### Task details
Go through the records below and copy out every line holding "edges".

### Dataset entries
+ + + +

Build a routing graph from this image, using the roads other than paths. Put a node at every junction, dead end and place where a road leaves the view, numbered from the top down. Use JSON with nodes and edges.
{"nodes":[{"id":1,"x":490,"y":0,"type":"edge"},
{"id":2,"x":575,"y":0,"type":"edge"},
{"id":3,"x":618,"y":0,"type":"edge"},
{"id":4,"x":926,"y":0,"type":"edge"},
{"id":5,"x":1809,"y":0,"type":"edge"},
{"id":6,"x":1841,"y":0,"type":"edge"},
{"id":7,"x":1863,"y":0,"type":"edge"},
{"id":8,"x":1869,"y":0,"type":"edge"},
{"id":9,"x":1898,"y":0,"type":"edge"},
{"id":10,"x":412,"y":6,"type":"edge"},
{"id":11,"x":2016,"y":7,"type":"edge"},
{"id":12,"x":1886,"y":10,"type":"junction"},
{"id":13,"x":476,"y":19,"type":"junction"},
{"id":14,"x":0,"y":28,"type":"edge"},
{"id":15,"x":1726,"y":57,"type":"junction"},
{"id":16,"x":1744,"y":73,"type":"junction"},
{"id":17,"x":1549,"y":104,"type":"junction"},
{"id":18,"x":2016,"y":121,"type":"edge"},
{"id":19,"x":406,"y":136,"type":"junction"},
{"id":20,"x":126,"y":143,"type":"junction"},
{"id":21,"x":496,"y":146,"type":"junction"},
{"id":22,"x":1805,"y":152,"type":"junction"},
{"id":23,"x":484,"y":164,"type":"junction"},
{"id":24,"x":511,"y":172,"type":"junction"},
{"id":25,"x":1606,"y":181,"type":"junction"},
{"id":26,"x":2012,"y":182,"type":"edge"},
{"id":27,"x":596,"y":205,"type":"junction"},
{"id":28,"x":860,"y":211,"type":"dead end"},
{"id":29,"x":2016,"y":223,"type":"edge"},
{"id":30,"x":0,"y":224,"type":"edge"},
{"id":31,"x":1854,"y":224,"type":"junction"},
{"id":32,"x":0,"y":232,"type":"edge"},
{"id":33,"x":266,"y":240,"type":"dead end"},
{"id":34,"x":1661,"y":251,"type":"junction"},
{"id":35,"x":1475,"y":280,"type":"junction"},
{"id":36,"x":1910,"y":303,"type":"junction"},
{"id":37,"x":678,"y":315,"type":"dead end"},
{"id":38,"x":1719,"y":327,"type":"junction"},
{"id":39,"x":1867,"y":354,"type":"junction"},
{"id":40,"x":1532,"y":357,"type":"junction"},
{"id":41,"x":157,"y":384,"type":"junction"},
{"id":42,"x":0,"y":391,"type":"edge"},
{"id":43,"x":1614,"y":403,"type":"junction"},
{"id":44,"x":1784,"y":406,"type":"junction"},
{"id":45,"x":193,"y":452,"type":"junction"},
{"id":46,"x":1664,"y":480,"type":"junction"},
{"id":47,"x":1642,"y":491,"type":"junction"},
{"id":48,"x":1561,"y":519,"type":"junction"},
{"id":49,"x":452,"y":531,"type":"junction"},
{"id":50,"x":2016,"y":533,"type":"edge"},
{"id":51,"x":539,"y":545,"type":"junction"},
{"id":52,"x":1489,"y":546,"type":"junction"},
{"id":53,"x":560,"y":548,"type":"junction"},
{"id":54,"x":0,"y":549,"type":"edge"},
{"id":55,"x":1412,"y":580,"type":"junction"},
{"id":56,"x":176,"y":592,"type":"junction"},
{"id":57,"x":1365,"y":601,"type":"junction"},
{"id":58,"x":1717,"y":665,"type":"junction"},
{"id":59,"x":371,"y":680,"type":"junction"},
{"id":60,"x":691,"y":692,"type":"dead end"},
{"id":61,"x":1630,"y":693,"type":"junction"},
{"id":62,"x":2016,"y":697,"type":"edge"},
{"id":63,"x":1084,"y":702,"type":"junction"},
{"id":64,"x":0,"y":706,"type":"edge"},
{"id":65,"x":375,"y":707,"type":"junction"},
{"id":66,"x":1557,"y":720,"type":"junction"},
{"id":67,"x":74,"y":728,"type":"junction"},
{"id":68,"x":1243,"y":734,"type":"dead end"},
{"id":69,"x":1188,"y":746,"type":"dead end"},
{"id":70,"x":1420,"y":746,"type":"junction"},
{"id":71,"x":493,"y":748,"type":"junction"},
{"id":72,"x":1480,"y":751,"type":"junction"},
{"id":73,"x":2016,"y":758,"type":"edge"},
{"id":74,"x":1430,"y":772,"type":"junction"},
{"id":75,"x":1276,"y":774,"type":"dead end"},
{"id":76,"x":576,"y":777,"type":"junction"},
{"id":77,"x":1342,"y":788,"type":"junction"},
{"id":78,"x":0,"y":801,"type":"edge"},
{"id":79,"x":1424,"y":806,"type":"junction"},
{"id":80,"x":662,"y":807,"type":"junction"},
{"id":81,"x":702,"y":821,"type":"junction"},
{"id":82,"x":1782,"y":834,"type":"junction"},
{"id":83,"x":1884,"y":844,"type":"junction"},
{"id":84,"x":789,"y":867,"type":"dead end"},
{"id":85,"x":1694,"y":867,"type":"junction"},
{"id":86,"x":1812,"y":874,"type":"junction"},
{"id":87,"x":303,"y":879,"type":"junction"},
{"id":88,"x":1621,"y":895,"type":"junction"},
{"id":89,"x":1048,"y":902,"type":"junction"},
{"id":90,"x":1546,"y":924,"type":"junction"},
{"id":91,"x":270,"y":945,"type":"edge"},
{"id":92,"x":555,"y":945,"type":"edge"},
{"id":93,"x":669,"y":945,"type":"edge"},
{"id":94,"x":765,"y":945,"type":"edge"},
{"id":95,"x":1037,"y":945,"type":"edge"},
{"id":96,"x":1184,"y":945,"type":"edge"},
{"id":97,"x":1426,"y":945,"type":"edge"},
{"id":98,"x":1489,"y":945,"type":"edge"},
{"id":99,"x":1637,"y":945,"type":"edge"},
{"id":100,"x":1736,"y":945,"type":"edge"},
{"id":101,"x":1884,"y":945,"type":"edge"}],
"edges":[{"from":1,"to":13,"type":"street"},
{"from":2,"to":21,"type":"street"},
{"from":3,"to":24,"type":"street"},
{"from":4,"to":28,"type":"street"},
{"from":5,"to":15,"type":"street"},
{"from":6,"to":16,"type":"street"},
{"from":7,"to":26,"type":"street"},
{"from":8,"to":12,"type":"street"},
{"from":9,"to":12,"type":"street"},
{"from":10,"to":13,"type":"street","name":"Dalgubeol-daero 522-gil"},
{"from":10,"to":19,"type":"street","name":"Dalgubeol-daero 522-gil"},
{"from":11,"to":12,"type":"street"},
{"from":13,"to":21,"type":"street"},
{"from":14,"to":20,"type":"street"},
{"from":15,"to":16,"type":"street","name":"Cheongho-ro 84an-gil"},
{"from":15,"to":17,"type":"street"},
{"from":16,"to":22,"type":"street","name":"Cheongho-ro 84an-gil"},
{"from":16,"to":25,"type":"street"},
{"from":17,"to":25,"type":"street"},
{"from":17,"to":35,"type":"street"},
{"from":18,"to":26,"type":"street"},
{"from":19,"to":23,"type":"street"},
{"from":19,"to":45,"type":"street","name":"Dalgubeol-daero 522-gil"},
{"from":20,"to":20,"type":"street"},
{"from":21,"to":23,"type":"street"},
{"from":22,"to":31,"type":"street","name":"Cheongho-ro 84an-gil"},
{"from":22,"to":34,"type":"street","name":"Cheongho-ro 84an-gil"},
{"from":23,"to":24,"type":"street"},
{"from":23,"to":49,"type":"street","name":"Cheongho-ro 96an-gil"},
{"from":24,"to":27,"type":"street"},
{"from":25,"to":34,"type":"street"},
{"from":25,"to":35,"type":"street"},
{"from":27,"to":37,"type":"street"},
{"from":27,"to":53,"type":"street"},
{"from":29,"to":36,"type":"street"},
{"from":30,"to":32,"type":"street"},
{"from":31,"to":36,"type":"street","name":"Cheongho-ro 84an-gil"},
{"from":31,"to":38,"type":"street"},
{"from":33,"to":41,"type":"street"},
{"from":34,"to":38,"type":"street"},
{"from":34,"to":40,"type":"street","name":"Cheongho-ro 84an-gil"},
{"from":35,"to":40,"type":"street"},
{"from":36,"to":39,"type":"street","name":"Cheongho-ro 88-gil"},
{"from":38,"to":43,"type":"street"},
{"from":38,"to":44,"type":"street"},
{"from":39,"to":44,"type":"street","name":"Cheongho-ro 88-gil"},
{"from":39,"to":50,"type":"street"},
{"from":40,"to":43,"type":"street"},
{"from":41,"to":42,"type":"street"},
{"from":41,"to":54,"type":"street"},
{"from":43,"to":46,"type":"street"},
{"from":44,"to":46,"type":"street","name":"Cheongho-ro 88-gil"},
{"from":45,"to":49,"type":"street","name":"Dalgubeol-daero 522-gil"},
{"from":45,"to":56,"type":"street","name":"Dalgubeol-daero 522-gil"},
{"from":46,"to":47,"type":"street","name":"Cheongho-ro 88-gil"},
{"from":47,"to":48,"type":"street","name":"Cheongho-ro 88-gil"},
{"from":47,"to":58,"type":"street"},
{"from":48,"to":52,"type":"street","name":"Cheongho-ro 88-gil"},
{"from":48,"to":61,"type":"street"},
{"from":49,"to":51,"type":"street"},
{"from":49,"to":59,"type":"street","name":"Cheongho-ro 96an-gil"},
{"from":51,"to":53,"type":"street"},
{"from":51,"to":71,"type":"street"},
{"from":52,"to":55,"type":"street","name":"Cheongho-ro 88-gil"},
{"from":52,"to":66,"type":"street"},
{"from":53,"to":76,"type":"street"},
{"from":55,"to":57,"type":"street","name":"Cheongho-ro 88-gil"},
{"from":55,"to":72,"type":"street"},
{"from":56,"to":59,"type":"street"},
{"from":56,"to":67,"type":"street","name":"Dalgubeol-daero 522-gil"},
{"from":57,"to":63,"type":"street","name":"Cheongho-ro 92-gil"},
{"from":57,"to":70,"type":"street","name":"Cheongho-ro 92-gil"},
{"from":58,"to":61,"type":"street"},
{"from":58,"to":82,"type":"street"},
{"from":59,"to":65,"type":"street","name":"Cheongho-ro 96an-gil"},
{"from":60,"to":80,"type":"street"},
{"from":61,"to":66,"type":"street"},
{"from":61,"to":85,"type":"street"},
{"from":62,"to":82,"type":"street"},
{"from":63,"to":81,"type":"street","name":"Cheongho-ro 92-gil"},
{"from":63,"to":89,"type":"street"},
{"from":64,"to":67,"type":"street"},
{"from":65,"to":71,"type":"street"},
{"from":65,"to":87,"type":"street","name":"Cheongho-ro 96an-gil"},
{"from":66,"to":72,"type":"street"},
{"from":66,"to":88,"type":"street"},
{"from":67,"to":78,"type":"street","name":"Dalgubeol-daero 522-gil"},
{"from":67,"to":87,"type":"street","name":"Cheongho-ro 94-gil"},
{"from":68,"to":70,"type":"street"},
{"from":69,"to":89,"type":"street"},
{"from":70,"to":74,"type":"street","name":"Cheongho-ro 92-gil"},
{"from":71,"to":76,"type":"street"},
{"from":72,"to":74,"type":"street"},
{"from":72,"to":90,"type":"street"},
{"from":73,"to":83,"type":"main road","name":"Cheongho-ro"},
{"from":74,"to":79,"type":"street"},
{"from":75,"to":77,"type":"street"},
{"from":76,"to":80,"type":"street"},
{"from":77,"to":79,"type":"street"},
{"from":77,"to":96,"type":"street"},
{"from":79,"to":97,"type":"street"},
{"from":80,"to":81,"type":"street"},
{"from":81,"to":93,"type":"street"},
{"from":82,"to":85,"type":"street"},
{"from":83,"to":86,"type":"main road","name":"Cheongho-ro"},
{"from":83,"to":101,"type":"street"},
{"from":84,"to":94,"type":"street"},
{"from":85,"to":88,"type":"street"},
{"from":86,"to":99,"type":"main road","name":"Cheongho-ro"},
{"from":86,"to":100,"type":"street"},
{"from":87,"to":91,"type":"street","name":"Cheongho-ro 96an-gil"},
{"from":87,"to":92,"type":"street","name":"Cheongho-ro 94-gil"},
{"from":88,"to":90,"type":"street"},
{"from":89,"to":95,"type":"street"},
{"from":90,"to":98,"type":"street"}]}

+ + + +

### Result
Build a routing graph from this image, using the roads other than paths. Put a node at every junction, dead end and place where a road leaves the view, numbered from the top down. Use JSON with nodes and edges.
"edges":[{"from":1,"to":13,"type":"street"},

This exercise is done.